**TRY IT:**
Starting from the line that holds "Write the network", print every line through the end of the records, first and last included.

**LISTED ENTRIES:**
☆ ☆ ☆

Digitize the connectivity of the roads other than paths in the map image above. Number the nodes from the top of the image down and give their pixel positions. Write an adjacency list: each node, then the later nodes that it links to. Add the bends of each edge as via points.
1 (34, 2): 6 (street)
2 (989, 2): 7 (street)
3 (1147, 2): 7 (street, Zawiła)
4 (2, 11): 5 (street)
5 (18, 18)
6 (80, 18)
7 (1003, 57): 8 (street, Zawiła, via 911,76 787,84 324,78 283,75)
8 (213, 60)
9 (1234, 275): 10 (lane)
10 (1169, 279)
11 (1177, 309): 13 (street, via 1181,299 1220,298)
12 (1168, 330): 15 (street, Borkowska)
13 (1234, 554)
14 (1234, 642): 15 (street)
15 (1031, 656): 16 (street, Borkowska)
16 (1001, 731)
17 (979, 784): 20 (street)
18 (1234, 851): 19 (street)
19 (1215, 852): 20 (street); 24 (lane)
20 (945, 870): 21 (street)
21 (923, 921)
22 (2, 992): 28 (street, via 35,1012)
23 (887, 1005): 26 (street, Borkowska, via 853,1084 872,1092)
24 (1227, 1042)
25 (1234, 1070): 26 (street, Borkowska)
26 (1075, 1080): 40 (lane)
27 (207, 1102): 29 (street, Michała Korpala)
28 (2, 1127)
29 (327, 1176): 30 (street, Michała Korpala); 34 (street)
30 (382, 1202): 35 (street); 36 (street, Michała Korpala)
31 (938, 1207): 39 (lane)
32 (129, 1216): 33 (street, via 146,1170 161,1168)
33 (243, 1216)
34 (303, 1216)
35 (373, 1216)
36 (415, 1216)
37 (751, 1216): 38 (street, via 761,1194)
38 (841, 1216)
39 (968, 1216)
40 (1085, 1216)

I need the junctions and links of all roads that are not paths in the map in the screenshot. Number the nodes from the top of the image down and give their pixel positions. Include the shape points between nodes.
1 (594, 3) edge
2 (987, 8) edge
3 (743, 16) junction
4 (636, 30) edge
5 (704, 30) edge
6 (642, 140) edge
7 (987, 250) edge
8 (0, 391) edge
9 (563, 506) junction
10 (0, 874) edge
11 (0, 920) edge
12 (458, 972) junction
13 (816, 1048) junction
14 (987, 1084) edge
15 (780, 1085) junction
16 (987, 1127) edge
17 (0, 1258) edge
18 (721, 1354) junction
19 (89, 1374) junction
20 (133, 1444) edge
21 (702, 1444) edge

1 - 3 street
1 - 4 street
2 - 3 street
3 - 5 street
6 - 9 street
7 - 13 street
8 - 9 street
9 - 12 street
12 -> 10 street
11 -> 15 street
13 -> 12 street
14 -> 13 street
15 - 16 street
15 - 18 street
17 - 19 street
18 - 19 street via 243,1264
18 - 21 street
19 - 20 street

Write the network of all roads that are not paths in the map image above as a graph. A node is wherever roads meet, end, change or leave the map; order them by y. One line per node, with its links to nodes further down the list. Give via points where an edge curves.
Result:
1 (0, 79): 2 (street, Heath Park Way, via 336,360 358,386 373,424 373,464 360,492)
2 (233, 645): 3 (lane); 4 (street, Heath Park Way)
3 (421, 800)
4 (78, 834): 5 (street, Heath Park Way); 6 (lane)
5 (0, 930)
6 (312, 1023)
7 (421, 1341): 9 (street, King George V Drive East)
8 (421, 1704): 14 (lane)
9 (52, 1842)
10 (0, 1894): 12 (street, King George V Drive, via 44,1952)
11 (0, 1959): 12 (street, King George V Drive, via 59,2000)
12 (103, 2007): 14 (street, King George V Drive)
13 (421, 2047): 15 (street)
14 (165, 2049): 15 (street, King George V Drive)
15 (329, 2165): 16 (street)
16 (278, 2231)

☆ ☆ ☆

**EXERCISE RESULT:**
Write the network of all roads that are not paths in the map image above as a graph. A node is wherever roads meet, end, change or leave the map; order them by y. One line per node, with its links to nodes further down the list. Give via points where an edge curves.
Result:
1 (0, 79): 2 (street, Heath Park Way, via 336,360 358,386 373,424 373,464 360,492)
2 (233, 645): 3 (lane); 4 (street, Heath Park Way)
3 (421, 800)
4 (78, 834): 5 (street, Heath Park Way); 6 (lane)
5 (0, 930)
6 (312, 1023)
7 (421, 1341): 9 (street, King George V Drive East)
8 (421, 1704): 14 (lane)
9 (52, 1842)
10 (0, 1894): 12 (street, King George V Drive, via 44,1952)
11 (0, 1959): 12 (street, King George V Drive, via 59,2000)
12 (103, 2007): 14 (street, King George V Drive)
13 (421, 2047): 15 (street)
14 (165, 2049): 15 (street, King George V Drive)
15 (329, 2165): 16 (street)
16 (278, 2231)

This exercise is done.